Very important changes in how offices are arranged are now under way, and they have been triggered by several factors. One of the most important is demographic changes, which despite having been talked about for several years, only now are we consciously starting to see people from different generations working in one company, in one office. The needs, habits and preferences of all these people have to be reconciled, which is no easy task.

The second factor affecting how offices look today is the increased use in all kinds of electronic devices and applications, which causes distraction and lower productivity at work.

The third, and equally important factor, is the unavoidable changes in company structure or leadership model enforced by the evolving business environment that most organisations are currently undergoing. The new style of management often requires a change in office space. A new organisational culture can be achieved precisely by changing the space in which we spend most of the day.

How can this be done?

There is no golden rule on how to create a great space to work in. Just blindly following the latest fashions is not the right way because each organisation is different, just like the people working in them. Another aspect is that in the current employee market, the office has become an important bargaining chip in the battle for talented staff. In particular, employers need to carefully consider the needs of the younger generation, who are just entering the labour market. The perfect office then is one that meets the expectations of employees and their style of work.

Creating a great place to work requires time, energy and openness to change. It’s not enough to just find a building in a good location, although even doing this is not easy today.

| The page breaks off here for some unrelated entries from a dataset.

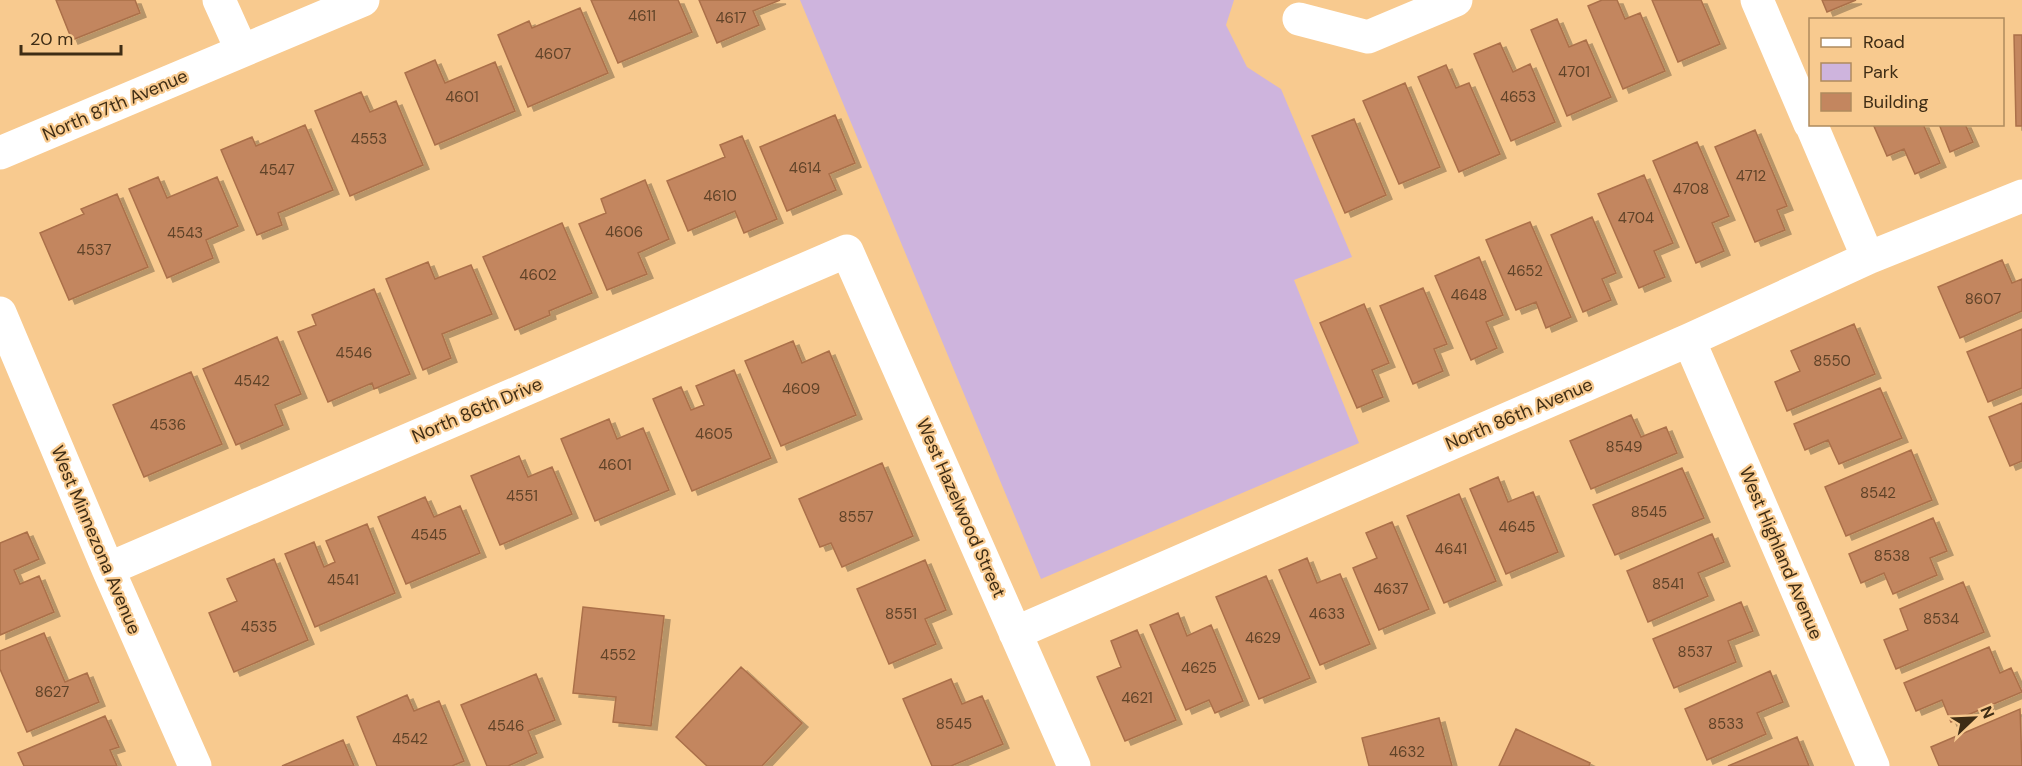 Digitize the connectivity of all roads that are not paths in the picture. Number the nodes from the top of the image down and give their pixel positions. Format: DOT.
graph roads {
  1 [pos="219,0"];
  2 [pos="363,0"];
  3 [pos="1456,0"];
  4 [pos="1757,0"];
  5 [pos="1299,19"];
  6 [pos="242,51"];
  7 [pos="1809,119"];
  8 [pos="1812,126"];
  9 [pos="0,153"];
  10 [pos="2022,196"];
  11 [pos="847,250"];
  12 [pos="1868,258"];
  13 [pos="0,313"];
  14 [pos="1689,340"];
  15 [pos="108,570"];
  16 [pos="1016,633"];
  17 [pos="195,766"];
  18 [pos="1074,766"];
  19 [pos="1873,766"];
  1 -- 6 [label="street"];
  2 -- 6 [label="street, North 87th Avenue"];
  3 -- 5 [label="street"];
  4 -- 7 [label="street"];
  6 -- 9 [label="street, North 87th Avenue"];
  8 -- 12 [label="street"];
  10 -- 12 [label="street, North 86th Avenue"];
  11 -- 15 [label="street, North 86th Drive"];
  11 -- 16 [label="street, West Hazelwood Street"];
  12 -- 14 [label="street, North 86th Avenue"];
  13 -- 15 [label="street, West Minnezona Avenue"];
  14 -- 16 [label="street, North 86th Avenue"];
  14 -- 19 [label="street, West Highland Avenue"];
  15 -- 17 [label="street, West Minnezona Avenue"];
  16 -- 18 [label="street, West Hazelwood Street"];
}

Creating a great place to work requires time, energy and openness to change.

Recent years have seen a strong trend for tailor-made offices that are flexible and combine different types of space (for working in silence, for group work and for relaxing). Our advisors, aware of the latest trends, recommend these types of offices to clients, offering not only support in terms of leasing, but also in arranging office space.

However, before we began offering clients workplace innovation, we started with ourselves and changed our Warsaw office. It has always been my dream to create a great place to work and I think I have managed to do it. I wanted to show our staff what a tailor-made office is, so they can advise our clients based on their own positive experience.

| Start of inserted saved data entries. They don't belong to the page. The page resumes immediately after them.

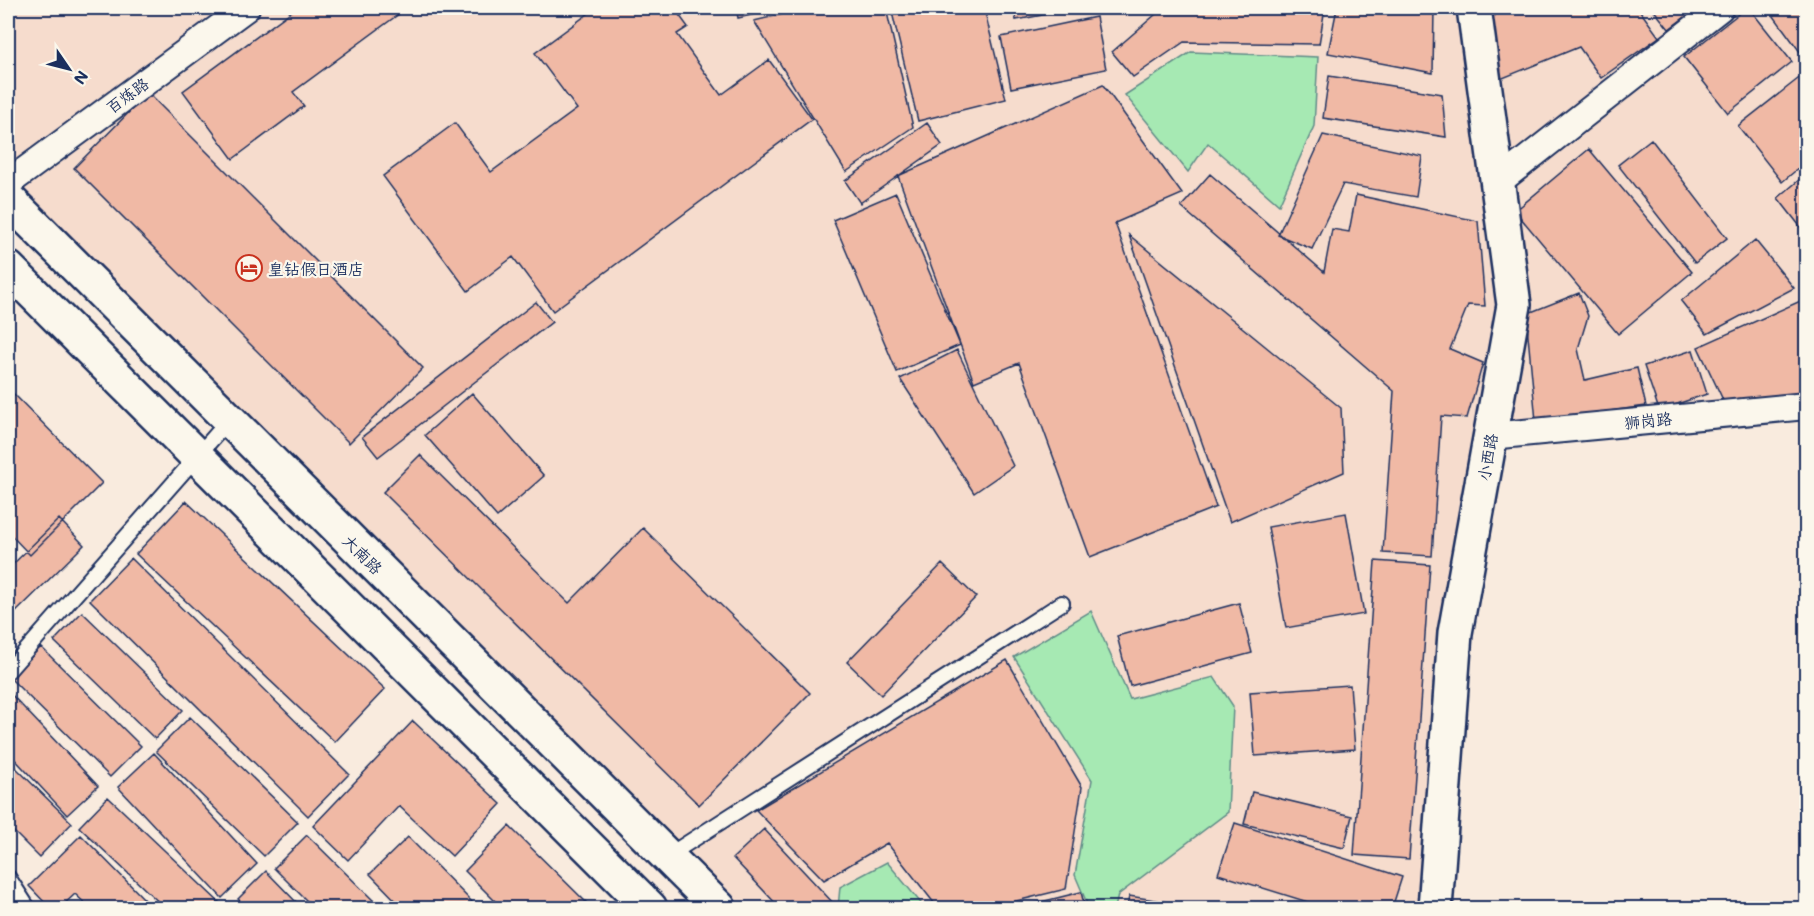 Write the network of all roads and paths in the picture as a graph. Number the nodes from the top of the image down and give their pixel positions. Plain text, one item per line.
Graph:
1 (246, 8) edge
2 (1474, 8) edge
3 (1720, 8) edge
4 (1498, 182) junction
5 (8, 183) edge
6 (8, 199) edge
7 (8, 268) edge
8 (1806, 406) edge
9 (229, 420) junction
10 (1491, 436) junction
11 (197, 457) junction
12 (1062, 603) dead end
13 (8, 671) edge
14 (666, 856) junction
15 (8, 877) edge
16 (28, 909) edge
17 (650, 909) edge
18 (719, 909) edge
19 (1436, 909) edge

1 - 5 street, 百炼路
2 - 4 street, 小西路
3 - 4 street
4 - 10 street, 小西路
6 - 9 street, 大南路
7 - 11 street
8 - 10 street, 狮岗路
9 - 11 lane
9 - 14 street, 大南路
10 - 19 street, 小西路
11 - 13 lane
11 - 17 street
12 - 14 lane
14 - 18 street, 大南路
15 - 16 lane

Creating this kind of office is a complex process. First of all, it requires a thorough analysis of the way the company functions, looking at the staff (from what generation they come from, what style of work they prefer) and predicting what expectations they will have in a few years. At Colliers, this analysis starts with the management team by asking what their needs are, and then we ask the staff how they work and what space they need to do it.

A flexible office, in addition to technical changes, also needs the way that work is organised to be modified, such as introducing flexible hours, remote working, and above all a change in the mentality of company management. Unfortunately, many business leaders do not see the office as a mechanism that can help them increase productivity.

Spirit and substance

Space has a huge impact on how staff feel at work, which translates into the success of the entire company. But the space itself is not enough. In addition to being well equipped and having an interesting and functional design, it needs a positive atmosphere, an energy that attracts people and connects them with the company. An office in which all these elements work together is the ideal place to work. Companies that decide against this kind of change will find it harder and harder to keep their best people.